Chapter Twenty-One  

It had been a long night. A night of caring for Ezra, a night of broken sleep in an uncomfortable chair in an uncomfortable position. I don't know if it's because I'm too tired to care, or because after everything that has been happening between me and Ezra, I've stopped caring altogether.

I sat in the cafeteria, allowing the eyes of all the students glare at me, but today, right now, I did not care. Nothing could bother me, nothing could surprise me, nothing could ruin my already ruined day.

Ezra Scott is not a problem for me anymore. He's just another task. How strange it is, to think about him, to say his name over and over and not get angry. After what he did today, opening the classroom door I realized maybe he wasn't totally heartless after all.

Maybe, just maybe, he cared for things other than himself.

I sat myself comfortably at a table and pulled out some textbooks. It was almost like I could physically feel the eyes of everyone around me, they were all staring me up and down like they couldn't believe I dared to step foot into the cafeteria.

I ignored all of them and allowed myself to get lost in my homework. I felt behind on everything I had to do for my classes, after an entire night was wasted to watching Ezra, making sure he didn't die in his sleep.

My heart sunk at the thought.

I jotted down random notes from my textbook and took a sip from a strawberry smoothie that was sour enough I cringed.

I managed to block all noise around me as I focused on my work. It was as if my table had stopped in time when the rest of the world was going on without me.
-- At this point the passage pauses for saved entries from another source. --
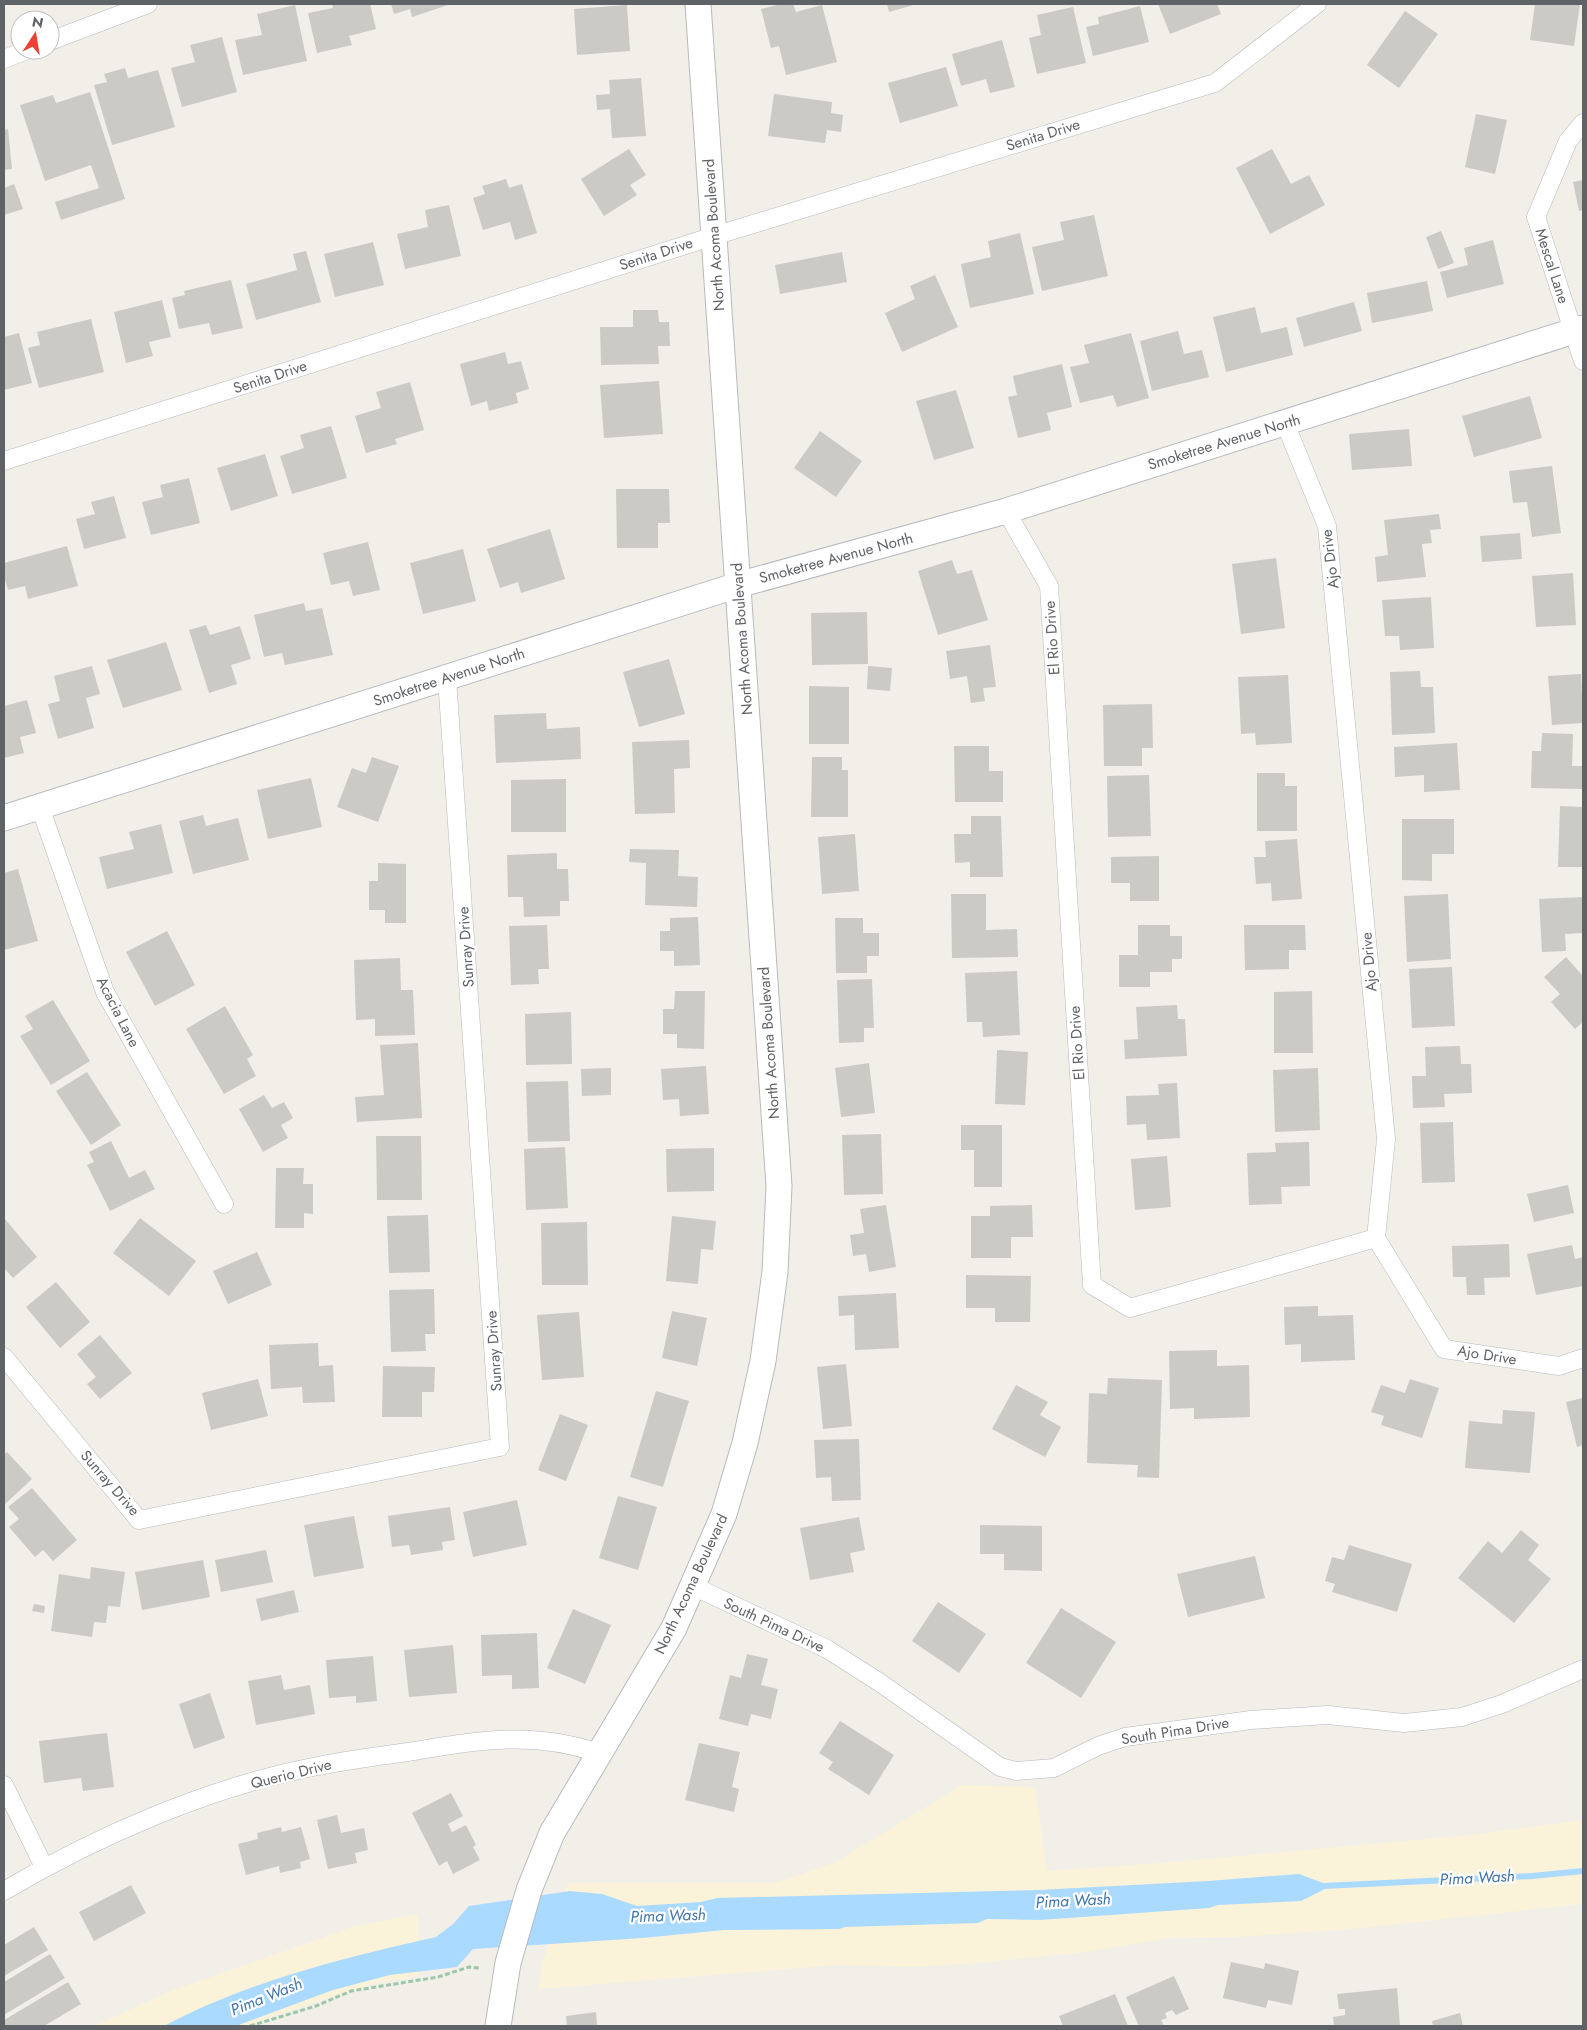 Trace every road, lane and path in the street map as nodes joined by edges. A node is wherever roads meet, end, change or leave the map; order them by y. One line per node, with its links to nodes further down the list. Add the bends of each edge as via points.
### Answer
1 (148, 4): 4 (street)
2 (698, 4): 6 (main road, North Acoma Boulevard)
3 (1317, 4): 6 (street, Senita Drive, via 1215,83)
4 (60, 37)
5 (1583, 123): 7 (street, Mescal Lane, via 1568,141 1536,217)
6 (714, 236): 10 (street, Senita Drive); 12 (main road, North Acoma Boulevard)
7 (1578, 329): 8 (street, Mescal Lane); 9 (main road, Smoketree Avenue North)
8 (1583, 361)
9 (1285, 423): 11 (main road, Smoketree Avenue North); 17 (street, Ajo Drive, via 1327,526 1386,1139)
10 (4, 461)
11 (1006, 511): 12 (main road, Smoketree Avenue North); 17 (street, El Rio Drive, via 1049,586 1092,1285 1130,1308)
12 (738, 585): 13 (main road, Smoketree Avenue North); 20 (main road, North Acoma Boulevard, via 779,1186 775,1272 763,1361 745,1444 724,1514)
13 (447, 678): 14 (main road, Smoketree Avenue North); 18 (street, Sunray Drive, via 500,1447 139,1520)
14 (40, 807): 15 (main road, Smoketree Avenue North); 16 (street, Acacia Lane, via 105,992)
15 (4, 818)
16 (224, 1204)
17 (1376, 1238): 19 (street, Ajo Drive, via 1444,1349 1559,1366)
18 (4, 1357)
19 (1583, 1358)
20 (694, 1586): 21 (street, South Pima Drive, via 827,1649 1000,1767 1016,1771 1054,1768 1098,1746 1125,1737 1251,1720 1328,1715 1404,1723 1462,1717 1510,1701); 22 (main road, North Acoma Boulevard, via 649,1672)
21 (1583, 1669)
22 (598, 1752): 24 (street, Querio Drive, via 570,1743 526,1738 469,1742 317,1766 222,1791 136,1823); 28 (main road, North Acoma Boulevard, via 552,1833 529,1890 508,1963)
23 (4, 1785): 24 (street)
24 (44, 1867): 25 (street, Querio Drive)
25 (4, 1891)
26 (479, 1968): 27 (path, via 469,1967 438,1977 351,1991 316,2006)
27 (250, 2026)
28 (498, 2026)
I was okay with that; stopping, staying still. Everyone could be moving, noises could still be loud, but I wasn't part of it. I could pretend to be a ghost.

I was static.

I thought maybe it was a good thing to feel numb like this, to not care about what anyone thought; not even what I thought. That maybe I could survive college here at Trinity if I just didn't feel anything at all.

My seat suddenly shifted as someone sat beside me. An arm snaked around my shoulders made me snap back to reality in a matter of seconds.
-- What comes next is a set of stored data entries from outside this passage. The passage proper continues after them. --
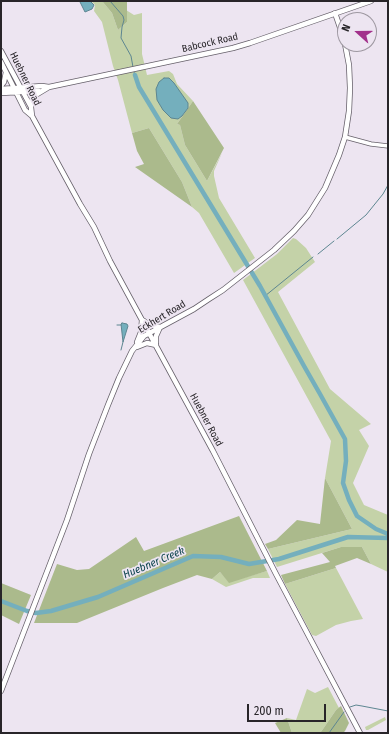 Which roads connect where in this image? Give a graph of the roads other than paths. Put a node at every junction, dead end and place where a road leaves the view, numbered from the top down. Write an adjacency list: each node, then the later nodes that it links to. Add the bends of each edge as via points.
1 (371, 1): 2 (main road, Babcock Road)
2 (335, 13): 3 (main road, Eckhert Road); 9 (main road, Babcock Road, via 237,47)
3 (337, 19)
4 (1, 51): 11 (main road, Huebner Road)
5 (347, 52): 16 (main road, Eckhert Road, via 350,100)
6 (1, 62): 7 (main road, Huebner Road)
7 (6, 72): 8 (main road); 10 (main road, Huebner Road)
8 (1, 87): 10 (main road, Babcock Road)
9 (49, 87): 11 (main road, Babcock Road); 12 (main road, Babcock Road)
10 (16, 90): 11 (main road, Babcock Road); 13 (main road, Babcock Road); 15 (main road, Huebner Road)
11 (22, 90): 12 (main road, Babcock Road); 14 (main road, Huebner Road)
12 (42, 91): 14 (main road, via 34,96)
13 (1, 93)
14 (31, 107): 15 (main road, Huebner Road)
15 (32, 116): 18 (main road, Huebner Road)
16 (345, 137): 17 (street); 19 (main road, Eckhert Road, via 325,188 294,231 223,290)
17 (388, 146)
18 (142, 320): 19 (main road); 20 (main road, Huebner Road); 22 (main road, via 141,332)
19 (160, 327): 20 (main road, Eckhert Road); 21 (main road)
20 (149, 333): 21 (main road, Huebner Road); 22 (main road, Eckhert Road)
21 (156, 345): 22 (main road, via 147,343); 24 (main road, Huebner Road)
22 (135, 347): 23 (main road, Eckhert Road, via 108,405)
23 (1, 691)
24 (360, 733) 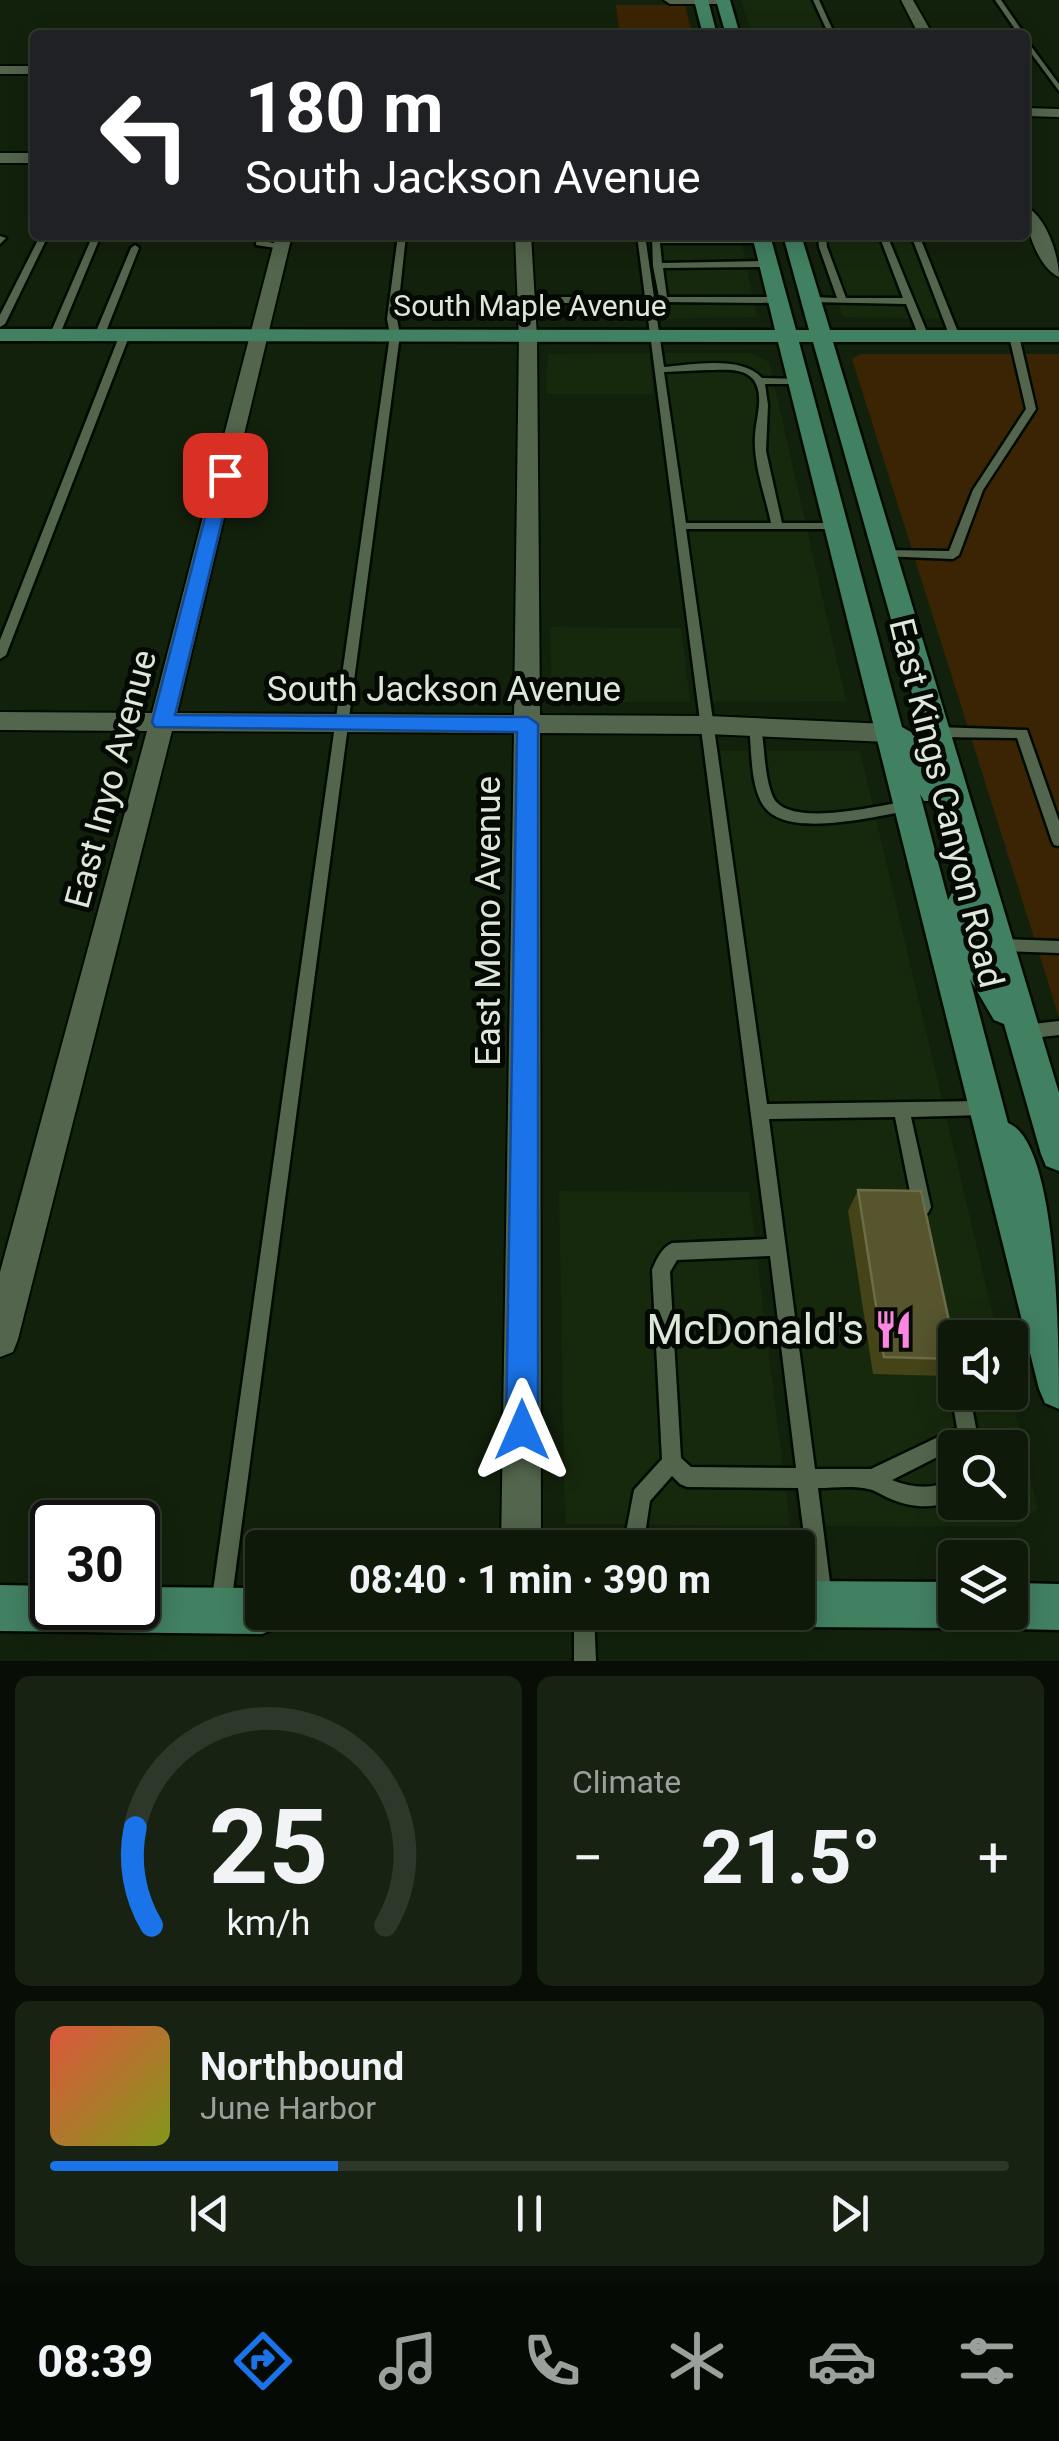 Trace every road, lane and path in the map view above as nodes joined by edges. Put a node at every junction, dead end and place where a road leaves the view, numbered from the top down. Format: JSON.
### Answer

I looked over, ready to defend myself if one of the students were pulling a trick. Instead, I came face-to-face with Ezra.
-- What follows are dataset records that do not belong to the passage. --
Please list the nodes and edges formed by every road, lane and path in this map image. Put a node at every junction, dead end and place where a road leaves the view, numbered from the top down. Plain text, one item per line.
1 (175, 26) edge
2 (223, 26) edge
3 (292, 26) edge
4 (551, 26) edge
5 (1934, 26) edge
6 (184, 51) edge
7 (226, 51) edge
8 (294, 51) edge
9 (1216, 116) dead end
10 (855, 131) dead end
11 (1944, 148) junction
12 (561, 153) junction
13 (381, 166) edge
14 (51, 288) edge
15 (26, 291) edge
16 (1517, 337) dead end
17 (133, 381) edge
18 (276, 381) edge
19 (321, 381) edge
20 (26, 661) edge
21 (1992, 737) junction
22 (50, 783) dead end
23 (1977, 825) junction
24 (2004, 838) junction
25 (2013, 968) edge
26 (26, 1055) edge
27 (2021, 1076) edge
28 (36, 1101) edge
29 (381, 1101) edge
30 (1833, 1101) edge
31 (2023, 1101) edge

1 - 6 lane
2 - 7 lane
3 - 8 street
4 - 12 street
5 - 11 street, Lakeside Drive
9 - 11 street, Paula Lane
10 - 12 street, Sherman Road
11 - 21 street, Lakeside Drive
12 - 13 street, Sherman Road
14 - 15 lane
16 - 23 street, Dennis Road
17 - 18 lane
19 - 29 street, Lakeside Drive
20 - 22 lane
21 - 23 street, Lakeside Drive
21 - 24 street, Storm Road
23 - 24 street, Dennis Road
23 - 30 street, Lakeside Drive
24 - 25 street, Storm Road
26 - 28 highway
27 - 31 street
He sat back in my booth, his arm still around my shoulders. He looked only slightly better than this morning. His hair was fixed, and he didn't completely look like he was about to pass out and die on the floor.

My eyes narrowed, "What are you doing?"

He leaned his head back against the booth, he still looked so exhausted. "I need a break." His voice quiet, almost desperate, so I didn't argue.

I noticed all the eyes on the both of us. Everyone stared with shocked faces, like they couldn't believe Ezra was willingly sitting with me.

Ezra's usual group he sat with were looking at me as if I had stolen him from them. Part of me enjoyed their jealousy, the wicked side of me wanted them to be even more jealous. So, I slightly leaned back in my seat, allowing his arm that was already around my shoulders to pull me closer to him, only a little but enough to notice.

The girls staring looked mortified, it took everything I had not to laugh.

Ezra didn't seem to care even the slightest about everyone watching us, then again, I'm sure he's probably used to being in the spotlight. That must be exhausting.